于是,科學家們把目光投向了TnpB——這是一類小得多的微型核酸酶,只有約 400 個氨基酸,不到 Cas9 一半大小。它是 CRISPR-Cas12 家族的祖先,雖然體型迷你,卻能完成 RNA 引導的 DNA 切割任務。
但問題來了:自然界的野生型 TnpB 雖然能用,但還不好用。
AI 設計:不只是模仿,更是創造
傳統上,想要改進這類蛋白質,科學家通常采用兩種方法——
一種是基于序列的生物語言模型,它們能生成蛋白質序列,但往往只是對天然序列的“微調”,缺乏真正的創新。
另一種是結構指導的理性設計,可以創造出高度新穎的序列,但對于像 TnpB 這樣需要協調多個功能域和構象狀態的復雜酶來說,難度極大。
這次,研究團隊玩了個“組合拳”。他們使用了名為ESM-IF1的反向折疊模型——這是一種 AI 模型,能夠根據給定的蛋白質三維結構,逆向推導出可能折疊成該結構的氨基酸序列。

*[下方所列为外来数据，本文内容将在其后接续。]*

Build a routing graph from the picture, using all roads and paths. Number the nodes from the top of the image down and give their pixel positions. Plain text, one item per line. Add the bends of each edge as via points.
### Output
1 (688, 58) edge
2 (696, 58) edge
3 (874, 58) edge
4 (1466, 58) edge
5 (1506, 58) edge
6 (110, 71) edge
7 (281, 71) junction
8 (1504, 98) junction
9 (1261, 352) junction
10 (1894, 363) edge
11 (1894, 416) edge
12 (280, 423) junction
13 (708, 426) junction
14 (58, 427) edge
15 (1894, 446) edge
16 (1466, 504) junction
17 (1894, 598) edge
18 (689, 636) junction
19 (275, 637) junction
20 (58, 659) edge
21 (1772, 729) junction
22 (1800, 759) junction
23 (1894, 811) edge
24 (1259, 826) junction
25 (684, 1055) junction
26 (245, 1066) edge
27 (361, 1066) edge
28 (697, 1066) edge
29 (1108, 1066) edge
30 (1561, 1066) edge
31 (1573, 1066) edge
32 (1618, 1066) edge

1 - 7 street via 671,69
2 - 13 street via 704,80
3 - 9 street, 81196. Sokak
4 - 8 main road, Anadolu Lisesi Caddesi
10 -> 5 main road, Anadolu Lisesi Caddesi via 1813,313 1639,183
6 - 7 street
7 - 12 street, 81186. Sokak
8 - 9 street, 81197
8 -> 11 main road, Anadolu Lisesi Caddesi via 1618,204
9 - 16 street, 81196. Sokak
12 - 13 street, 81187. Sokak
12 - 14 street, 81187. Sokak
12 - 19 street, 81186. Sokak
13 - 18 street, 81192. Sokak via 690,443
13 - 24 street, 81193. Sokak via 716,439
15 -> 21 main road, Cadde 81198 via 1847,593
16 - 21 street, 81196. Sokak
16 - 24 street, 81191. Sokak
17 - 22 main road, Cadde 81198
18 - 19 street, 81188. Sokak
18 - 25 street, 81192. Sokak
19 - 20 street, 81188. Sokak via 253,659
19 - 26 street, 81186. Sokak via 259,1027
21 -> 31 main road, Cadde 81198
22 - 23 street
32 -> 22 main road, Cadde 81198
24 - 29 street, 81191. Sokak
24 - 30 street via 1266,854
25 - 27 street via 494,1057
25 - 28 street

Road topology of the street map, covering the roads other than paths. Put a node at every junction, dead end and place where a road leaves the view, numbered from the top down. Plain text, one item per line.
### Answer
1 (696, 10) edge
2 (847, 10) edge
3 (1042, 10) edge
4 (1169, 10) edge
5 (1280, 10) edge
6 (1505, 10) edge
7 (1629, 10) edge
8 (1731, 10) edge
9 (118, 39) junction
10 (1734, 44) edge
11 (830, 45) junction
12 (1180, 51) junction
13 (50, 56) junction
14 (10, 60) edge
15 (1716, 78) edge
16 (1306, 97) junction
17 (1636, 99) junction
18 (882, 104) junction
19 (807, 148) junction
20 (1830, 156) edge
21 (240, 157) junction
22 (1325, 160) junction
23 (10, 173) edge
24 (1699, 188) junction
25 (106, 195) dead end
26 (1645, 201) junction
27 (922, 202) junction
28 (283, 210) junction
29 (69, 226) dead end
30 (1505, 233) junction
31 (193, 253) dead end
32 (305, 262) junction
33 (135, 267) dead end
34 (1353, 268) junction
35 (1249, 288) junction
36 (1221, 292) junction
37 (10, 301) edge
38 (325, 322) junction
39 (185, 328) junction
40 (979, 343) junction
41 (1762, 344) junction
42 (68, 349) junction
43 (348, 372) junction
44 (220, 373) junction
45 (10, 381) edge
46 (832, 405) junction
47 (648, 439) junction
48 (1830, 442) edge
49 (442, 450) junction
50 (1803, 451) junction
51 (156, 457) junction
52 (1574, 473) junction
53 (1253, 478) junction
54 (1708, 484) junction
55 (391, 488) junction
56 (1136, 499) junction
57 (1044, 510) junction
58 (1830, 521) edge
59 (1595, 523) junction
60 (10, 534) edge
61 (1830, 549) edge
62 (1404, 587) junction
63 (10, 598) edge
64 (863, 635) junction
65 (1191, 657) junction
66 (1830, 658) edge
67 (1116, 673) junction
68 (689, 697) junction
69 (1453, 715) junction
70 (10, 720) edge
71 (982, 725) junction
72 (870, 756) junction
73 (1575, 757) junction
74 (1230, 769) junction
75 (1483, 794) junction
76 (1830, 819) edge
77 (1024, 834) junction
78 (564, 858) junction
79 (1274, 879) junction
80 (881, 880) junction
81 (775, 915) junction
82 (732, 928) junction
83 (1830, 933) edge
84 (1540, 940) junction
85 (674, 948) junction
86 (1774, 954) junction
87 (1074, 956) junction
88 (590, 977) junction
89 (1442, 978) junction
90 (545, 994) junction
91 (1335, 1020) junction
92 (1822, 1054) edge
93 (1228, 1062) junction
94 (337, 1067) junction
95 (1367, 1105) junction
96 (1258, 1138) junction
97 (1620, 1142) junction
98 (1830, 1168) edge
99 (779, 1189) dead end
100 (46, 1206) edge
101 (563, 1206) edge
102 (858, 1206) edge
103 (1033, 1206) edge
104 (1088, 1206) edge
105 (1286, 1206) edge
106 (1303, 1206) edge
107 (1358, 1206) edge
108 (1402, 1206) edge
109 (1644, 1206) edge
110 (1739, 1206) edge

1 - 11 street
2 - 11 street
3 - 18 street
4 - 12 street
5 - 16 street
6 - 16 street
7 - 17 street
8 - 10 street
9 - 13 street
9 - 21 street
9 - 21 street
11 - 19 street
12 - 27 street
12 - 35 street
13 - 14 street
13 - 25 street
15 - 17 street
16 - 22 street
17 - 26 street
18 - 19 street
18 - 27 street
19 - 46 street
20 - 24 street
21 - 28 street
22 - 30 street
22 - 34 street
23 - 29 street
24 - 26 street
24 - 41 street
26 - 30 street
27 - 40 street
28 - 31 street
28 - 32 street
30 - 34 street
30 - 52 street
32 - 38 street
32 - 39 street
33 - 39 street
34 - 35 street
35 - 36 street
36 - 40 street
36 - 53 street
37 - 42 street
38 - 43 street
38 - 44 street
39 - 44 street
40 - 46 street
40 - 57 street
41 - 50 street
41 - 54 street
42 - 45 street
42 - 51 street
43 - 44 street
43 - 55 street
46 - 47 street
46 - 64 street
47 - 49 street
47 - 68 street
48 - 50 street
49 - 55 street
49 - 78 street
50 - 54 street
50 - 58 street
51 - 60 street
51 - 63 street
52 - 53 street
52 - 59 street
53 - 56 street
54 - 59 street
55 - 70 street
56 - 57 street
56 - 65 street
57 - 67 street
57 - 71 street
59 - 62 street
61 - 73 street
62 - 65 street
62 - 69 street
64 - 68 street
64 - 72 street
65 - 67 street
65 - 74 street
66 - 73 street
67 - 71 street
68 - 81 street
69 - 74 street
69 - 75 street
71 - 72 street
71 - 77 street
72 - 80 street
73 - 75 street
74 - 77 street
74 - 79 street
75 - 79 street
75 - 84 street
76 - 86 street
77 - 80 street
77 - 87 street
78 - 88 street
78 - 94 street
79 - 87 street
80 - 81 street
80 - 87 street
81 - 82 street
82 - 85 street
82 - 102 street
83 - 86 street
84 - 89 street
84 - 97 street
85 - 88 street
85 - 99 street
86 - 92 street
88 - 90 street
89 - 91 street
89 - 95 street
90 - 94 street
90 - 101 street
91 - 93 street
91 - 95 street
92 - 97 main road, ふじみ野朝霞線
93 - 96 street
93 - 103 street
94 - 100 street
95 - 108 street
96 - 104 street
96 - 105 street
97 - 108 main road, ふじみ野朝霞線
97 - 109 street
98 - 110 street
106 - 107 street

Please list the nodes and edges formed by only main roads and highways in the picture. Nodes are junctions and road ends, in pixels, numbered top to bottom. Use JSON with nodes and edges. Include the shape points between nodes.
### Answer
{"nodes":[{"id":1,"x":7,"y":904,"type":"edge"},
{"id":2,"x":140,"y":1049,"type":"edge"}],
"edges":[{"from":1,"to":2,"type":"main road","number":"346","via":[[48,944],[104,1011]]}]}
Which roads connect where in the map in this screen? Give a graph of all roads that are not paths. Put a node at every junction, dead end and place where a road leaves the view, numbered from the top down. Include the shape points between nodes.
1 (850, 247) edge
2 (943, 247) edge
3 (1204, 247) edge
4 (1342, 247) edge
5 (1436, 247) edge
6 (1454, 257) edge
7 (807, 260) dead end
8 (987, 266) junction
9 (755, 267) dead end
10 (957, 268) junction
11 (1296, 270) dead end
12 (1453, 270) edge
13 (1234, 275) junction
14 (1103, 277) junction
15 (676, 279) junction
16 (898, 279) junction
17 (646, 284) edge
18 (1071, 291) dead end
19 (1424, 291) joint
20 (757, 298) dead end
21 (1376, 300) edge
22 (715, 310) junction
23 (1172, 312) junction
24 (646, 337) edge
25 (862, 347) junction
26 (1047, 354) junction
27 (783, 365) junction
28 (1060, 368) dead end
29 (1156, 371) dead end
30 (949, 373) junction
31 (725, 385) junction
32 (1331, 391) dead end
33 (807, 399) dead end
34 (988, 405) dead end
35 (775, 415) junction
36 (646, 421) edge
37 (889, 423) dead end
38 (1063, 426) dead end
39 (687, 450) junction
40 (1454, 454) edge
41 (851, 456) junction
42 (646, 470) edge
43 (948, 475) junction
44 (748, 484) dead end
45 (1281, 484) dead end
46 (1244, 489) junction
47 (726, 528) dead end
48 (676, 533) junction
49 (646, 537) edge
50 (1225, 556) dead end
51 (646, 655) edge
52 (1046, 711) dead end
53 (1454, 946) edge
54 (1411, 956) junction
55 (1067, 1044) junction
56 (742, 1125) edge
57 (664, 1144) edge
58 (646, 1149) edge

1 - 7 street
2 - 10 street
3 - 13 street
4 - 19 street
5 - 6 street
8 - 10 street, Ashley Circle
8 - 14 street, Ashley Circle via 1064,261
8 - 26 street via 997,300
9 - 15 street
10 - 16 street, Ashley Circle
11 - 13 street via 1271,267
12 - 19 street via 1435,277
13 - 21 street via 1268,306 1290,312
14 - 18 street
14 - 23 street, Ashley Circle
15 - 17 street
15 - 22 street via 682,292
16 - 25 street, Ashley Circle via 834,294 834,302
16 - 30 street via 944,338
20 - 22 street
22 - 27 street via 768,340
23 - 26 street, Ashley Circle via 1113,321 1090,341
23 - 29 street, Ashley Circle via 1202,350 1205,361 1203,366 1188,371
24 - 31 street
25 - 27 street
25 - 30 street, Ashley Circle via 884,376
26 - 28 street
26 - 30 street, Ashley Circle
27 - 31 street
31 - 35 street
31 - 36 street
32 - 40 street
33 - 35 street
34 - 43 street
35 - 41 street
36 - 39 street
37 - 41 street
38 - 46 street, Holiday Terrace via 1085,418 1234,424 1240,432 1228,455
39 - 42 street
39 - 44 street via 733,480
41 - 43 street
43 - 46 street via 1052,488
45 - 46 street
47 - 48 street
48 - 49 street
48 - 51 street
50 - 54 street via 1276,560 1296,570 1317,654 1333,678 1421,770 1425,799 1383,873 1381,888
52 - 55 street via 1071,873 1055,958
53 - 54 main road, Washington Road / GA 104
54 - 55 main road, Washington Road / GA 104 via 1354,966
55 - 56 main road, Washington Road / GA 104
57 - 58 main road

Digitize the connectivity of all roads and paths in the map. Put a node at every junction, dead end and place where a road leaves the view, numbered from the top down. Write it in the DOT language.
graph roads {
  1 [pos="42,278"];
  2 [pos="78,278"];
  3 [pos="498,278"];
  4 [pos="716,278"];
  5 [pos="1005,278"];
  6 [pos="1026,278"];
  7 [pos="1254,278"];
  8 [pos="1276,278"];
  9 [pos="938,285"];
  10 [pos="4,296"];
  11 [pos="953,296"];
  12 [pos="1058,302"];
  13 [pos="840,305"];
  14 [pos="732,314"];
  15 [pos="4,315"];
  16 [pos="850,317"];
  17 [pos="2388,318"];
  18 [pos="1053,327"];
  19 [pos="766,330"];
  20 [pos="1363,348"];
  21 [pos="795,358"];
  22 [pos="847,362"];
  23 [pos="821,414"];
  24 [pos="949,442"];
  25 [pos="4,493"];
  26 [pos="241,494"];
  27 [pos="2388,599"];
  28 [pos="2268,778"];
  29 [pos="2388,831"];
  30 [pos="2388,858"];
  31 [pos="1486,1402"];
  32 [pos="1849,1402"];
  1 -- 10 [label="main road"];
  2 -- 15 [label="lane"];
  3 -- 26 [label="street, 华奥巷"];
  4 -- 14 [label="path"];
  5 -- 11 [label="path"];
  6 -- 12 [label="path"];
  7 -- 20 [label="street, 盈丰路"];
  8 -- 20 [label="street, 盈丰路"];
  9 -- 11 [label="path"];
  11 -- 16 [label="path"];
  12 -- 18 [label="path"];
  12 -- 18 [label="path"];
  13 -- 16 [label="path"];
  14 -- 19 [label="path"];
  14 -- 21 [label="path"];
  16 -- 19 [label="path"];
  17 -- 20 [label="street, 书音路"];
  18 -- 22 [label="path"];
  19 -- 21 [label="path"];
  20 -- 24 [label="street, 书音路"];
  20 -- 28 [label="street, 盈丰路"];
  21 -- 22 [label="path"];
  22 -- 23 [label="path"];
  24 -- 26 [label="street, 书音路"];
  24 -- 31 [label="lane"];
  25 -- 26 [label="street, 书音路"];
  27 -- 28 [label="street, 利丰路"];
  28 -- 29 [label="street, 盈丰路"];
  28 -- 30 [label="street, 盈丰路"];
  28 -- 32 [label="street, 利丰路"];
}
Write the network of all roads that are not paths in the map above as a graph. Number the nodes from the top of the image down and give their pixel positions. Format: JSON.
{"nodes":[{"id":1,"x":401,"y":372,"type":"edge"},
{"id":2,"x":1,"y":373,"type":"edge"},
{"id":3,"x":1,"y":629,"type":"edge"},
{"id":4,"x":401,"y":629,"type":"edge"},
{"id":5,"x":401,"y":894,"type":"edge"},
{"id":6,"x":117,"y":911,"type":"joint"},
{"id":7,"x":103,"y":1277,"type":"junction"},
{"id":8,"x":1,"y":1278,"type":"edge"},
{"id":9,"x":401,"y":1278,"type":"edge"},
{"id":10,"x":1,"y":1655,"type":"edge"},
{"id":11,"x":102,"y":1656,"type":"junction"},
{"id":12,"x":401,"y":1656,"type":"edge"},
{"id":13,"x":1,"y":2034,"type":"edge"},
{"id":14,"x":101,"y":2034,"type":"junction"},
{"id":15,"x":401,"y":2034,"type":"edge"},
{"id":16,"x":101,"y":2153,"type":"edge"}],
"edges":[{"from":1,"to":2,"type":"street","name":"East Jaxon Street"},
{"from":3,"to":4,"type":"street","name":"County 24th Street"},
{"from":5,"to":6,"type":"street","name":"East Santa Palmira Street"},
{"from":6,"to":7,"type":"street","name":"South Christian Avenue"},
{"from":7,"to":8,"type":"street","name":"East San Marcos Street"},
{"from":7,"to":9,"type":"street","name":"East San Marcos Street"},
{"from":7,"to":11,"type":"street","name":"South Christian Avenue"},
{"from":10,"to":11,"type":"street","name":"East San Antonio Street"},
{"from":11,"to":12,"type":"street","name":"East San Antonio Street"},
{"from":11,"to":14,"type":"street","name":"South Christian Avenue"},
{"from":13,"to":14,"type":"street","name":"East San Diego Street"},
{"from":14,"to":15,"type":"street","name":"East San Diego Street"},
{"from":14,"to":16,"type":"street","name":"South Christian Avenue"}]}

但光靠結構不夠。研究團隊還引入了進化信息約束:通過分析數千種天然 TnpB 的同源序列,找出哪些位點在進化中高度保守(說明很重要),哪些位點與 RNA 或 DNA 存在共進化關系(說明有相互作用)。他們將這兩類關鍵位點“鎖定”,其余位置則交給 AI 自由發揮。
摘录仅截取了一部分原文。